Thanks to the relatively recent discovery of major oil reserves, the economy of Equatorial Guinea, a historically low-income country in West Africa, has surged over the past decade. FHI 360 is working with individuals at all levels of the education sector to ensure that the nation's education system — specifically its teacher corps and primary schools — can surge along with it.

Equatorial Guinea photo 1The Program for Education Development of Equatorial Guinea, or PRODEGE as it is known in Spanish, grew out of an agreement between the country's president, H.E. Obiang Nguema Mbasogo, and John Hess, CEO of Hess Corporation, an energy company that has conducted business in the country for more than a decade. Through this landmark public–private partnership, FHI 360 works with the nation's Ministry of Education and Science to raise the quality of the country's schools and improve student learning.

The country is already seeing a demand for more skilled workers as oil, trade and other economic opportunities take hold. However, only one of six children who enter the nation's primary schools completes the six years of studies on time, according to ministry data produced with assistance from FHI 360. Roughly half of the nation's primary school students are too old for their grade, and just one of every three high school graduates is female.

"Government officials recognize that improving the nation's education system is essential so the country has homegrown talent to fill the emerging jobs," explained Sergio Ramírez, a senior project director for the program.

Creating 'active schools'

PRODEGE uses a model for school improvement known as "active schools." Through this approach, which was originally pioneered in Latin America, educators use self-paced learning guides that are designed by local instructors. Active schools promote student government groups that model civic and democratic behavior. They also encourage strong community participation in the learning process to help students learn real-life skills that they can apply outside of the classroom.Equatorial Guinea photo 2

With its emphasis on achieving literacy by the time students complete first grade, repetition rates across all primary grades has dropped by 15 percent. Student enrollment in primary grades has also increased 7 percent since the program's inception.

Since PRODEGE began in 2006, FHI 360's experts have overseen the training of 48 master teachers, who in turn have helped boost the skills of more than 2,000 educators across the country. A total of 992 primary school teachers have graduated from a two-year, FHI 360-led teaching certification program that focuses on increasing subject-matter knowledge and improving pedagogical skills, as well as teaching educators how to manage multigrade classrooms and make lessons more engaging.

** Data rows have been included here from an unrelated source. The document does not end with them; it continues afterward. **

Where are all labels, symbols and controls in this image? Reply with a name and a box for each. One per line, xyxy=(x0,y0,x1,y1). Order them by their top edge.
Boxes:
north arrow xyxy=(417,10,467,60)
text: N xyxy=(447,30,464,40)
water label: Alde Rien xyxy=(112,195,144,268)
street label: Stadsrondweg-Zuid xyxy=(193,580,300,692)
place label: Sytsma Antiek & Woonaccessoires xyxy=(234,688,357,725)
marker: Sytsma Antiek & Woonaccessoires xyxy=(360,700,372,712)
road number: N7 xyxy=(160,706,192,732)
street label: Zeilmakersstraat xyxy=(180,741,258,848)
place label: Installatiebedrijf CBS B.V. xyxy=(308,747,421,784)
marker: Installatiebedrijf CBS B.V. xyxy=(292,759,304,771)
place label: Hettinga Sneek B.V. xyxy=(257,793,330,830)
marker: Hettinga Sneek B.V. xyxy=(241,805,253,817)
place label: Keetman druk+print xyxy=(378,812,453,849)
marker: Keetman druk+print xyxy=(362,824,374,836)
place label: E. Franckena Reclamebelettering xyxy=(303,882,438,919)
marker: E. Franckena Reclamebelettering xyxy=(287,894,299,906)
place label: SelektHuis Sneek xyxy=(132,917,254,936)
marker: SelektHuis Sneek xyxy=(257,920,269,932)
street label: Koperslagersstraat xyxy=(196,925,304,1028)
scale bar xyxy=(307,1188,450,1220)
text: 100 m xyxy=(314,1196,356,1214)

In addition to training teachers, FHI 360 is providing ongoing support to 54 primary active schools across the country, with a combined 3,200 students. The schools serve as models for effective learning and improved teacher practice. Those schools have been equipped with school supplies, classroom materials and classroom furniture.

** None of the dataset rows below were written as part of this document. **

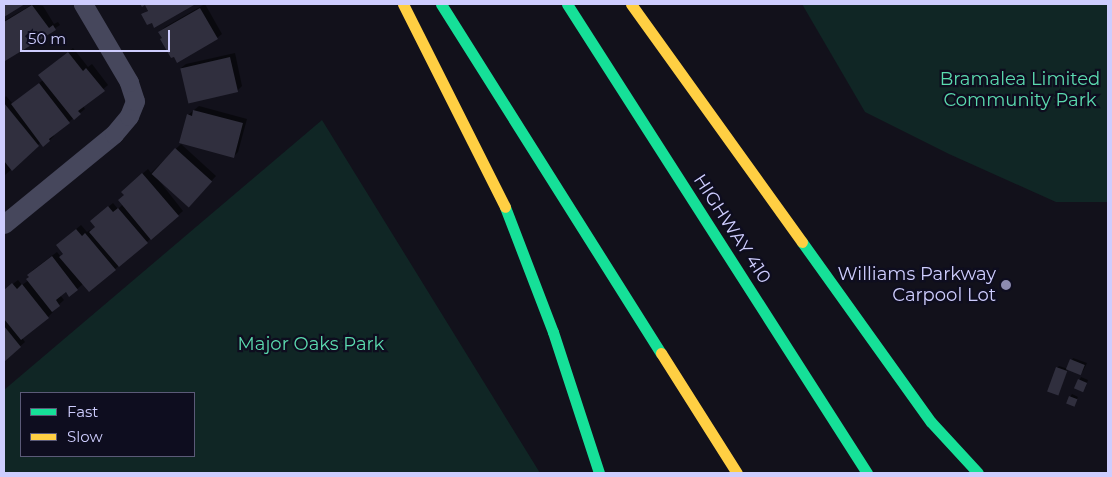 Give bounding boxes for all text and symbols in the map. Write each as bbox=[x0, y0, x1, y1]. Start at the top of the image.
scale bar bbox=[22, 20, 172, 52]
text: 50 m bbox=[28, 29, 66, 48]
park label: Bramalea Limited Community Park bbox=[940, 69, 1100, 112]
street label: HIGHWAY 410 bbox=[689, 170, 775, 288]
place label: Williams Parkway Carpool Lot bbox=[838, 264, 996, 306]
marker: Williams Parkway Carpool Lot bbox=[1000, 279, 1012, 291]
park label: Major Oaks Park bbox=[238, 333, 384, 355]
legend bbox=[20, 392, 195, 457]
text: Fast bbox=[67, 402, 98, 421]
text: Slow bbox=[67, 427, 103, 446]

PRODEGE has also strengthened the capacity of the education ministry to serve the country's schools. FHI 360 and the ministry established a data collection system and school map to record information about schools, teachers and students. This information helps the ministry evaluate national trends and identify the greatest needs at the school level.

"What has been accomplished involves the effort of many educators and communities around the country," said Carmen Siri, PRODEGE program director. "The program has built the capacity and hopes of hundreds, possibly thousands of Equatoguineans."

PHOTOS: (top) As a result of FHI 360's program, repetition rates have dropped 15 percent across all primary grades. (bottom) FHI 360-trained master teachers have helped boost the skills of more than 2,000 educators across the country. (courtesy of Hess Corporation)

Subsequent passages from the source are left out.